Mas não há nenhum tabu em relação a isso, é apenas uma questão de oportunidade?

Certo. Claro que há estereótipos, nós lutamos contra o racismo, o antissemitismo e outros desafios, mas penso que no que respeita ao tecido da sociedade americana, as contribuições judaicas são todas cruciais. Acho que é exatamente por isso que vemos atualmente um aumento da preocupação com os níveis de antissemitismo, porque eles são vistos como uma ameaça direta aos americanos. Eles são judeus americanos e devido ao crescimento das ameaças contra os judeus, com vários ataques a sinagogas, etc., estes ataques são vistos como sendo contra os próprios americanos.

Esse antissemitismo na América é principalmente contra a ação de Israel?

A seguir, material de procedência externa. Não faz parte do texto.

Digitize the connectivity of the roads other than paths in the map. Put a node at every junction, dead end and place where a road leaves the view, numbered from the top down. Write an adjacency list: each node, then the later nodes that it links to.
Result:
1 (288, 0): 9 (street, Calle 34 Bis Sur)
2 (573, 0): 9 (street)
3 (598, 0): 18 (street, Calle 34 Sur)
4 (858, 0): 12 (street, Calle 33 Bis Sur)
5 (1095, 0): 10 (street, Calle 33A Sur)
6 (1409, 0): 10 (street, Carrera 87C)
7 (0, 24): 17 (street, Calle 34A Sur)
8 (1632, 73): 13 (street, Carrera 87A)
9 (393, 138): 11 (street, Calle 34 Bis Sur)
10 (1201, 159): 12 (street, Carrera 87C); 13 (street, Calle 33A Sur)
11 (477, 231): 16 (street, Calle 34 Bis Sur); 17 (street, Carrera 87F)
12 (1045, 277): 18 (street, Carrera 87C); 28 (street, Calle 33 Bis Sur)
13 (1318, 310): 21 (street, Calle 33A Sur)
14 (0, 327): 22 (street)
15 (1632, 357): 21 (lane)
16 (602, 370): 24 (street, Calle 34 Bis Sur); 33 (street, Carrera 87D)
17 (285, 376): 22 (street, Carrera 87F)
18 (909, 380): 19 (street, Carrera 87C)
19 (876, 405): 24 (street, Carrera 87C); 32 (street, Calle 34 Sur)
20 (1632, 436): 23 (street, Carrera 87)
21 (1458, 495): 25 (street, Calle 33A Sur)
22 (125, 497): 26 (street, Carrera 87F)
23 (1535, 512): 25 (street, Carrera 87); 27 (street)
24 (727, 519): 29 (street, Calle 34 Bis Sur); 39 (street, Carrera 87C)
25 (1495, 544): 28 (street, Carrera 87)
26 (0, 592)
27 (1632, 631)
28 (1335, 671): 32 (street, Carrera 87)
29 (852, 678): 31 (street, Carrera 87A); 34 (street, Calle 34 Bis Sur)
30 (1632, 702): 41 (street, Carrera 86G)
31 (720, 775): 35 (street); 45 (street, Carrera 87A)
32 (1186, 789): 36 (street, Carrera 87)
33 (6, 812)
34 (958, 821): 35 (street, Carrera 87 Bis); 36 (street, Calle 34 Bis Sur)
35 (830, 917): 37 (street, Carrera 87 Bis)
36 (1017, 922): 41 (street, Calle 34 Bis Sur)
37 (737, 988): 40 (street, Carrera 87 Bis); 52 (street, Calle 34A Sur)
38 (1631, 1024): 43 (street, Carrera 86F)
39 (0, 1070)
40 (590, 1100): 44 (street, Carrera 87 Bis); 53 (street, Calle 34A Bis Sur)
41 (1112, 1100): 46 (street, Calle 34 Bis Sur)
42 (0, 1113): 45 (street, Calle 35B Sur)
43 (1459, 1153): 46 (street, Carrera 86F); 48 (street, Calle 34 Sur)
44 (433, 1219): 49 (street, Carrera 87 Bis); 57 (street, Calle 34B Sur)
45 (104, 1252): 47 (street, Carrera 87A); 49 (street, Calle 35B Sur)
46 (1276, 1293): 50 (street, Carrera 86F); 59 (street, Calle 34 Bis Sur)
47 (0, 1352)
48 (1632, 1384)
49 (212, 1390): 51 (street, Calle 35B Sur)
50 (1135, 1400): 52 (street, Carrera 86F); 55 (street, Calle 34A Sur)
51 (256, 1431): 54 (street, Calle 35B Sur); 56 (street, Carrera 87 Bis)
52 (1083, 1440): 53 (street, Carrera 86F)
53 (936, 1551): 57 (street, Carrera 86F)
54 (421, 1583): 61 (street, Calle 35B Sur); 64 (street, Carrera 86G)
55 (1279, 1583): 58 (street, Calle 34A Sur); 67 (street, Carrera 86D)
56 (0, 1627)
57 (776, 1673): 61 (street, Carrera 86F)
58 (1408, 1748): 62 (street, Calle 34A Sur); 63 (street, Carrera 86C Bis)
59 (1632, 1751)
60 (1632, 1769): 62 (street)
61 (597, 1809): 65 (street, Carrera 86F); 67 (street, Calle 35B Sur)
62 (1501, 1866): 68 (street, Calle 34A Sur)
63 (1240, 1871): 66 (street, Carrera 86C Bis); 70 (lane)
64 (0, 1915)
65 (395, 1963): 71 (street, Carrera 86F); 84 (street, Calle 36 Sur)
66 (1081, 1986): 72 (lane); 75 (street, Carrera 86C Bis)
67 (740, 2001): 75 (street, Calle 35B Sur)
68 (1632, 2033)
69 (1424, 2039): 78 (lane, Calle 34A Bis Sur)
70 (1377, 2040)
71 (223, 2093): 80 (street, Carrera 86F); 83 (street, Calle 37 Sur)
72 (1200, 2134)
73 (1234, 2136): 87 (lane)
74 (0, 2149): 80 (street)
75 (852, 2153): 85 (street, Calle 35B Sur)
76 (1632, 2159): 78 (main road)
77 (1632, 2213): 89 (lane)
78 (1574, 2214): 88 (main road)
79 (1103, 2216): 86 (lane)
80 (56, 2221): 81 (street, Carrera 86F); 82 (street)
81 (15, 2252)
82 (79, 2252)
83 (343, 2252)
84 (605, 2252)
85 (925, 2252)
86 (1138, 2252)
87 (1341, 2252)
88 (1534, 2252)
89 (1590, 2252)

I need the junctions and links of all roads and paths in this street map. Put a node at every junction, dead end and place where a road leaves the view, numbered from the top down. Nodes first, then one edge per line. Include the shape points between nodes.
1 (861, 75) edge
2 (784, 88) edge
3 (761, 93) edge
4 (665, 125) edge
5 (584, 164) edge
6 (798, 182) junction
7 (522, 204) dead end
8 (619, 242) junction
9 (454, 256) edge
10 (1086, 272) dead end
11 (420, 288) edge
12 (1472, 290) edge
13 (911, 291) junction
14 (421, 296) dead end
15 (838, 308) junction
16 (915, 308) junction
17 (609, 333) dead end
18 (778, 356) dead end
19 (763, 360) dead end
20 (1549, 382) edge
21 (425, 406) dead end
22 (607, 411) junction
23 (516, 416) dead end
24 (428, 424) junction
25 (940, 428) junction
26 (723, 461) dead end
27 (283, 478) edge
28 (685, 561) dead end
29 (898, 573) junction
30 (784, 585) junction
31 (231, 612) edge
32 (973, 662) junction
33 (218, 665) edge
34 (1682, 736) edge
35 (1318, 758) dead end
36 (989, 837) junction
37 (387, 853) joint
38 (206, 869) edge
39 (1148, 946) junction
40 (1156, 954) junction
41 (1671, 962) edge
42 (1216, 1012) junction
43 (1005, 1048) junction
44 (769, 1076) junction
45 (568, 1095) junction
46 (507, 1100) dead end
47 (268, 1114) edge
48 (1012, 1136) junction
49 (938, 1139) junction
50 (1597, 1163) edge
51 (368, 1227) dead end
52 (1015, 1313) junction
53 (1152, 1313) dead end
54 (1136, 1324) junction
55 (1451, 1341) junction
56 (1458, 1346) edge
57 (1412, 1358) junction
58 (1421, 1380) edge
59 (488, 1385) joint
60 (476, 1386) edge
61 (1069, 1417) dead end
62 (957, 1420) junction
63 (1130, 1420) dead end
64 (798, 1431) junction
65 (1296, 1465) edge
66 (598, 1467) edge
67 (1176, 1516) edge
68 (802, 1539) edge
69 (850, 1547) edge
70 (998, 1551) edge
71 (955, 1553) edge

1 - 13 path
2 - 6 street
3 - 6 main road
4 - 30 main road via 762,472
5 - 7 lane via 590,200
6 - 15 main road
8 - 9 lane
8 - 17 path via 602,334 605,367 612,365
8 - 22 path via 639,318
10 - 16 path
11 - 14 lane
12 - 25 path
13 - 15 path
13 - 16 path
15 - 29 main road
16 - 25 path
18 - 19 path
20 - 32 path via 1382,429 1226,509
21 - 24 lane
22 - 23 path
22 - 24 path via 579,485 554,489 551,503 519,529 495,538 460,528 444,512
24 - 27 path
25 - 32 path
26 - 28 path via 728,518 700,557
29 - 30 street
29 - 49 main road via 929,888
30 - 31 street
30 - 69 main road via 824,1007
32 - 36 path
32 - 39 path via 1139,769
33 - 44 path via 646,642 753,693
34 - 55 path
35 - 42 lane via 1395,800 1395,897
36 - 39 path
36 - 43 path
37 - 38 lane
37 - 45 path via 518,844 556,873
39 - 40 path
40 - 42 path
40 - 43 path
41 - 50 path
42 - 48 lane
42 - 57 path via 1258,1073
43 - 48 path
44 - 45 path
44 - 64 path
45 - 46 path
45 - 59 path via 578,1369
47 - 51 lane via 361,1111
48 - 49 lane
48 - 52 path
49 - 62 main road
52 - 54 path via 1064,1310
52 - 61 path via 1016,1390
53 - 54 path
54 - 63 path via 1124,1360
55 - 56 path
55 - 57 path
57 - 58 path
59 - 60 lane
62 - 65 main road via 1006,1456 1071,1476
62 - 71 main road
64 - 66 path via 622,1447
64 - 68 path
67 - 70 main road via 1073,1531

Não. Também, mas não só. Os judeus ortodoxos estão a ser atacados em Nova Iorque, aqueles que usam as vestes tradicionais, e estão a ser atacados porque são judeus, não pelas suas políticas em relação a Israel. Os ataques às casas de oração dos judeus, às sinagogas onde os judeus estão a rezar, não têm nada que ver com Israel. Como vimos, por exemplo, em Pittsburgh, em 2018, eles entram nas sinagogas porque os judeus estão a orar. É como quando entram numa igreja ou numa mesquita, os alvos são indivíduos. A intelectualização do debate, que salienta a atitude para com a política de Israel, está atentar normalizar o antissemitismo, mas os ataques de ódio contra judeus acontecem porque eles são judeus.

Disse que existia consenso entre os partidos políticos dos EUA em relação a Israel. Como é que está a imagem de Israel na população americana?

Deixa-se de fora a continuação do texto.